▶ _RECORDS FOR THE TASK_:

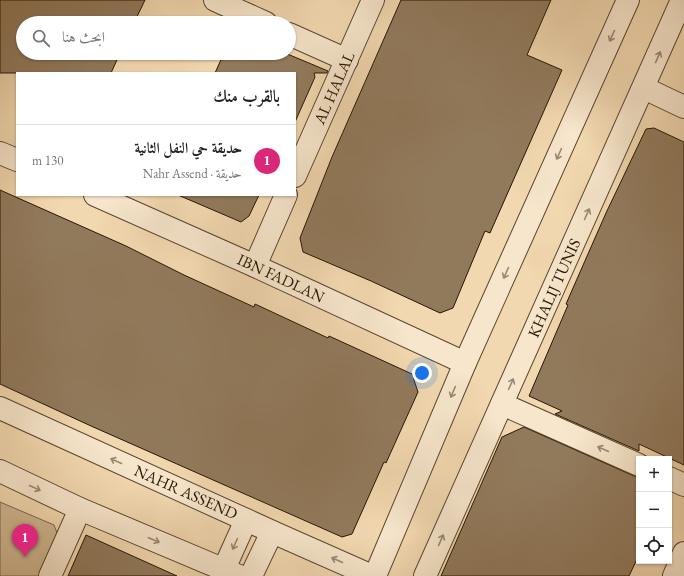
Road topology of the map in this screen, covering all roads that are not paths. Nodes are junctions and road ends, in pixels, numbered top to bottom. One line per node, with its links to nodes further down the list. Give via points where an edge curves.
1 (215, 0): 5 (street)
2 (373, 0): 7 (street, AL HALAL)
3 (628, 0): 16 (street, one-way to 16)
4 (682, 0): 8 (street, KHALIJ TUNIS, one-way to 4)
5 (250, 16)
6 (296, 37): 7 (street)
7 (347, 60): 12 (street, AL HALAL)
8 (644, 88): 9 (street); 17 (street, KHALIJ TUNIS, one-way to 8)
9 (684, 107)
10 (0, 152): 11 (street)
11 (16, 160)
12 (296, 174)
13 (97, 196): 15 (street, IBN FADLAN)
14 (286, 196): 15 (street)
15 (255, 266): 16 (street, IBN FADLAN)
16 (465, 363): 30 (street, one-way to 30)
17 (502, 404): 19 (street, one-way to 17); 31 (street, KHALIJ TUNIS, one-way to 17)
18 (0, 408): 24 (street, NAHR ASSEND, one-way to 18)
19 (636, 464)
20 (0, 471): 23 (street, one-way to 23)
21 (672, 479): 22 (street)
22 (684, 485)
23 (80, 509): 27 (street, one-way to 27); 28 (street)
24 (246, 520): 25 (street, NAHR ASSEND); 27 (street, one-way to 27)
25 (272, 532): 29 (street); 30 (street, NAHR ASSEND, one-way to 25)
26 (684, 553): 32 (street)
27 (232, 573)
28 (50, 576)
29 (251, 576)
30 (373, 576)
31 (425, 576)
32 (674, 576)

▶ _PROBLEM REQUIREMENTS_:
Copy all of the data above exactly. Leave out every picture.

▶ _SOLUTION TO THIS PROBLEM_:
Road topology of the map in this screen, covering all roads that are not paths. Nodes are junctions and road ends, in pixels, numbered top to bottom. One line per node, with its links to nodes further down the list. Give via points where an edge curves.
1 (215, 0): 5 (street)
2 (373, 0): 7 (street, AL HALAL)
3 (628, 0): 16 (street, one-way to 16)
4 (682, 0): 8 (street, KHALIJ TUNIS, one-way to 4)
5 (250, 16)
6 (296, 37): 7 (street)
7 (347, 60): 12 (street, AL HALAL)
8 (644, 88): 9 (street); 17 (street, KHALIJ TUNIS, one-way to 8)
9 (684, 107)
10 (0, 152): 11 (street)
11 (16, 160)
12 (296, 174)
13 (97, 196): 15 (street, IBN FADLAN)
14 (286, 196): 15 (street)
15 (255, 266): 16 (street, IBN FADLAN)
16 (465, 363): 30 (street, one-way to 30)
17 (502, 404): 19 (street, one-way to 17); 31 (street, KHALIJ TUNIS, one-way to 17)
18 (0, 408): 24 (street, NAHR ASSEND, one-way to 18)
19 (636, 464)
20 (0, 471): 23 (street, one-way to 23)
21 (672, 479): 22 (street)
22 (684, 485)
23 (80, 509): 27 (street, one-way to 27); 28 (street)
24 (246, 520): 25 (street, NAHR ASSEND); 27 (street, one-way to 27)
25 (272, 532): 29 (street); 30 (street, NAHR ASSEND, one-way to 25)
26 (684, 553): 32 (street)
27 (232, 573)
28 (50, 576)
29 (251, 576)
30 (373, 576)
31 (425, 576)
32 (674, 576)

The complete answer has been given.